Task description = From the entries, copy every line that carries the string "Close".

*** Opening Extracted material ***

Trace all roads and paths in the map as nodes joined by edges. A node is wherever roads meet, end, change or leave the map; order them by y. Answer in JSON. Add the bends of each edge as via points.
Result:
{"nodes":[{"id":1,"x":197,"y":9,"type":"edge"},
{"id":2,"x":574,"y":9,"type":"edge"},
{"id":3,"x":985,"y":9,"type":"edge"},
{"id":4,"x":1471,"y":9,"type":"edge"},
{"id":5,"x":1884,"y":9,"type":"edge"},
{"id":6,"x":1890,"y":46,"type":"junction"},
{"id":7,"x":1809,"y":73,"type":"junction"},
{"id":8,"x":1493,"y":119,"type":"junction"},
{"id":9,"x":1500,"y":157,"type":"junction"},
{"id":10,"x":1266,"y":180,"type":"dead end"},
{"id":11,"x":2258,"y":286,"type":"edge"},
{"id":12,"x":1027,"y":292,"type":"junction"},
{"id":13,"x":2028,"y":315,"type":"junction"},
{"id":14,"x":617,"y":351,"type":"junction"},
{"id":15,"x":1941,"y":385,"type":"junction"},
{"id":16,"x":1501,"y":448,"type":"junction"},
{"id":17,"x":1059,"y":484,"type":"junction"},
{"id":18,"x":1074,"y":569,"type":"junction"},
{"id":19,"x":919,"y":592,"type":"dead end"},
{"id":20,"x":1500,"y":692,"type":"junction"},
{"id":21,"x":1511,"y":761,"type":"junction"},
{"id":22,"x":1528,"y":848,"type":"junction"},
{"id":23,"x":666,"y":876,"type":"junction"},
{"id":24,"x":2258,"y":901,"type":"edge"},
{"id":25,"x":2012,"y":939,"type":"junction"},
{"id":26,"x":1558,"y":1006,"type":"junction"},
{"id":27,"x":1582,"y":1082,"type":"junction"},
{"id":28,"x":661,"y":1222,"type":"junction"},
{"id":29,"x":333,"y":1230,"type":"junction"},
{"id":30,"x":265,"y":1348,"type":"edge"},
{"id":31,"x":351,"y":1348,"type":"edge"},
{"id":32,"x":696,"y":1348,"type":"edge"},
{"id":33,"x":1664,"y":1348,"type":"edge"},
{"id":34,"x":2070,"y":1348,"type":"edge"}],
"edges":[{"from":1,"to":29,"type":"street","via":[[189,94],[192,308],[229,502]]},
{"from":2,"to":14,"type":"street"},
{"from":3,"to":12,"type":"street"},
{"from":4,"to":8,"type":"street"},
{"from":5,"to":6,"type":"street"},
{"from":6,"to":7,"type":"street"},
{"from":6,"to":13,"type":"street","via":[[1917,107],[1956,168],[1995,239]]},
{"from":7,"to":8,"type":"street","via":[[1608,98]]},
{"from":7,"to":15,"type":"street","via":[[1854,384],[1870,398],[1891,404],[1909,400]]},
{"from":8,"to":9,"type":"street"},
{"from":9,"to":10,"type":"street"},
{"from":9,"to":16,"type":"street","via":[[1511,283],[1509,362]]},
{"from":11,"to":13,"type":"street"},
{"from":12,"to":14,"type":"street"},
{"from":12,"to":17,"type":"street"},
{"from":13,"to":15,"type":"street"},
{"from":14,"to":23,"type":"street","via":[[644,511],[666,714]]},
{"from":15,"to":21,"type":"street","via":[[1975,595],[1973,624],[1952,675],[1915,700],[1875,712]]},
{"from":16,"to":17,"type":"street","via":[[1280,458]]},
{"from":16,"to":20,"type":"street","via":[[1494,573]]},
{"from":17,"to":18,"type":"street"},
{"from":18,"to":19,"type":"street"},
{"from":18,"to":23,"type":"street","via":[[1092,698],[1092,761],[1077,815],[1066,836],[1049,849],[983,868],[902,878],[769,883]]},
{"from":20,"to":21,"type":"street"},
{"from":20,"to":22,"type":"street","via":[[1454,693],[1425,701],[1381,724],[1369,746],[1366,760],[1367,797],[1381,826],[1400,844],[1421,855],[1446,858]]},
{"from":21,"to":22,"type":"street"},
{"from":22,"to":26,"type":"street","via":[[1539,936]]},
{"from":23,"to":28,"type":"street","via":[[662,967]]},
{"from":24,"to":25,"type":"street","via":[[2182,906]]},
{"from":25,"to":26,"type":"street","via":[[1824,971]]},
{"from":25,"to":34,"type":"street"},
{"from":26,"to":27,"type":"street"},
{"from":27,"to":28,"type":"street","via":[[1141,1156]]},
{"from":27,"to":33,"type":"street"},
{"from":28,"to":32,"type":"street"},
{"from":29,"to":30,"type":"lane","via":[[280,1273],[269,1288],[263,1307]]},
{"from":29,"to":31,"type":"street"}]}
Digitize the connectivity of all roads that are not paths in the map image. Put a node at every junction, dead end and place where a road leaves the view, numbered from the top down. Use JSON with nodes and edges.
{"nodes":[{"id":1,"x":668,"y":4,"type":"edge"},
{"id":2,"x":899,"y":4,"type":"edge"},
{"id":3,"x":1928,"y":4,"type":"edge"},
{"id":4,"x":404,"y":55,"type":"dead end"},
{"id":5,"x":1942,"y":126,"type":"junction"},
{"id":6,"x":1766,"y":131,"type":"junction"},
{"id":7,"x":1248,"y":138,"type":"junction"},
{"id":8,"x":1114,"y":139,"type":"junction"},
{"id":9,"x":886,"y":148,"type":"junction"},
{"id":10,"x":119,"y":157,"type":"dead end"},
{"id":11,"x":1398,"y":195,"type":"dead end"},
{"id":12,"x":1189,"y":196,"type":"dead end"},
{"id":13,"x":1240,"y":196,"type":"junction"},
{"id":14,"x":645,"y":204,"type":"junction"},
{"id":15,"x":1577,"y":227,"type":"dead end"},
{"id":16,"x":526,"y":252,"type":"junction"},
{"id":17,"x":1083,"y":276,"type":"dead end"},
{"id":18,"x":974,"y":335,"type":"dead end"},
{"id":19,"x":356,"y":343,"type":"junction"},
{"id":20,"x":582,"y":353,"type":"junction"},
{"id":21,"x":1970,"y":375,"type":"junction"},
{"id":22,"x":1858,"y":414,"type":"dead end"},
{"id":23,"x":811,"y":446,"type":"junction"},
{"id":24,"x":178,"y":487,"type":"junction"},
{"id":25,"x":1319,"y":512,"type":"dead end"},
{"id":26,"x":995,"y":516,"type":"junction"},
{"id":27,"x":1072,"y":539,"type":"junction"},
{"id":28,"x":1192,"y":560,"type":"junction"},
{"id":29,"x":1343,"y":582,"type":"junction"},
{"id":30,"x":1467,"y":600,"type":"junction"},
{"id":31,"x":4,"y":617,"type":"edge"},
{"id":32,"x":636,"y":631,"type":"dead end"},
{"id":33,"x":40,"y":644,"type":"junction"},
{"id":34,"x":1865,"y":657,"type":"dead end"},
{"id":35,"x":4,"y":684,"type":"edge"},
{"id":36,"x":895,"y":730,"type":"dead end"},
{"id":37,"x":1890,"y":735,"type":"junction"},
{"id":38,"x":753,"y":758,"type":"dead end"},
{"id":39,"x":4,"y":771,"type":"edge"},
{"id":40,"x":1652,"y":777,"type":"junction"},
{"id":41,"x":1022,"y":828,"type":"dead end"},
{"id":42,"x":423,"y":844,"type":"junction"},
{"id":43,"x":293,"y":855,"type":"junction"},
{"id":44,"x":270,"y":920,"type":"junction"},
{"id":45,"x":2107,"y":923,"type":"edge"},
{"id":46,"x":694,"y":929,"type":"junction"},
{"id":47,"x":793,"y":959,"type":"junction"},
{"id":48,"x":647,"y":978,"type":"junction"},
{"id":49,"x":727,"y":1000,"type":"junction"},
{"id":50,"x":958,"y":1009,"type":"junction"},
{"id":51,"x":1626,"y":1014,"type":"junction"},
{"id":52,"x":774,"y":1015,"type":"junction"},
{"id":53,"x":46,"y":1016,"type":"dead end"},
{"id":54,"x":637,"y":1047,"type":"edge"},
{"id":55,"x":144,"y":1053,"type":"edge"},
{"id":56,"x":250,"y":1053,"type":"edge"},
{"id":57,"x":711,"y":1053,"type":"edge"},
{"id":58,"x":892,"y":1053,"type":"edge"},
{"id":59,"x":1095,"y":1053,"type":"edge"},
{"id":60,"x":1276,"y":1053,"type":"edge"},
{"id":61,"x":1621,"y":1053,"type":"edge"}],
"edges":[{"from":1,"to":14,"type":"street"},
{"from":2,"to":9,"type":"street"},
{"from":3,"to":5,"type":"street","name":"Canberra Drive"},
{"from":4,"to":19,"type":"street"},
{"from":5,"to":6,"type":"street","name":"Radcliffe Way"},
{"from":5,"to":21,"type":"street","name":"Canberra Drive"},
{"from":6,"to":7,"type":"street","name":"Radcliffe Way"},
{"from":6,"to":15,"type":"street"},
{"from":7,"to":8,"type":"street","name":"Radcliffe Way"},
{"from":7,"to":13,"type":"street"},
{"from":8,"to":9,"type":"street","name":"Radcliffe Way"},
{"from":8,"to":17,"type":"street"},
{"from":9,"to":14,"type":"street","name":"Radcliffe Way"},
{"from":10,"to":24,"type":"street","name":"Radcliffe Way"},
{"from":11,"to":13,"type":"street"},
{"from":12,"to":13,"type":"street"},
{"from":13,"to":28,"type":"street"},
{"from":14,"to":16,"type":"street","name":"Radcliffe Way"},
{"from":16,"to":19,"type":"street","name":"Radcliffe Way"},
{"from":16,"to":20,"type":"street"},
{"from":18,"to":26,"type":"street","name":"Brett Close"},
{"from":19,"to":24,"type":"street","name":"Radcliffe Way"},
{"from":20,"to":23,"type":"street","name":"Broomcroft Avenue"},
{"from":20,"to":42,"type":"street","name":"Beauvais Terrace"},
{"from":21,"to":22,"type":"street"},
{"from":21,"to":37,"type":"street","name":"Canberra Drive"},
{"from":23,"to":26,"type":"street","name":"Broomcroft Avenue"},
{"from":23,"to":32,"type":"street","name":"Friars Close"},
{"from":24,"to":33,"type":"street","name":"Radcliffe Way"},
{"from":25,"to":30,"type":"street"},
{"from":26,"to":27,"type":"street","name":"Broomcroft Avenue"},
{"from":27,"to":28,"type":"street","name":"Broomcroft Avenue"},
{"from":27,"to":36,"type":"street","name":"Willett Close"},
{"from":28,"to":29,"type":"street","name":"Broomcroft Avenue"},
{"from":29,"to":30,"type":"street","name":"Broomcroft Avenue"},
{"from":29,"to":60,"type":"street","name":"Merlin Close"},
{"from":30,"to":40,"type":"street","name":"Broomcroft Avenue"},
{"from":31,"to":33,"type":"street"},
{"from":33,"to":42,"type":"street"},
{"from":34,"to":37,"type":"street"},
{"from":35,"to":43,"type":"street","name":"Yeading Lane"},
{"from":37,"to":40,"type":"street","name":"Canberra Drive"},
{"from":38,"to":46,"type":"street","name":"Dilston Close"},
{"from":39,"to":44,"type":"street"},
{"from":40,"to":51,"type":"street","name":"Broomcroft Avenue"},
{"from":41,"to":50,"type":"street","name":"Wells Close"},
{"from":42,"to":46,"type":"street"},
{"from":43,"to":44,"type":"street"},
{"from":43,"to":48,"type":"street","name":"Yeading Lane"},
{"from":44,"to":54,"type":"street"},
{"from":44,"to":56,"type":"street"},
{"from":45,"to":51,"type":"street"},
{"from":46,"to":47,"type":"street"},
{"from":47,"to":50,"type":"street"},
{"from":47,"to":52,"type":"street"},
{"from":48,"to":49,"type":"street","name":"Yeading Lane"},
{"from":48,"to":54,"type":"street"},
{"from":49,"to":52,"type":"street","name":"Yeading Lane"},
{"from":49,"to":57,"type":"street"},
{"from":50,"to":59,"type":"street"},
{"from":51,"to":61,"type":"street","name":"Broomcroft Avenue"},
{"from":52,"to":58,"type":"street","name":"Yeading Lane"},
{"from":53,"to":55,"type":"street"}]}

*** Closing Extracted material ***

Solution to this exercise =
{"from":18,"to":26,"type":"street","name":"Brett Close"},
{"from":23,"to":32,"type":"street","name":"Friars Close"},
{"from":27,"to":36,"type":"street","name":"Willett Close"},
{"from":29,"to":60,"type":"street","name":"Merlin Close"},
{"from":38,"to":46,"type":"street","name":"Dilston Close"},
{"from":41,"to":50,"type":"street","name":"Wells Close"},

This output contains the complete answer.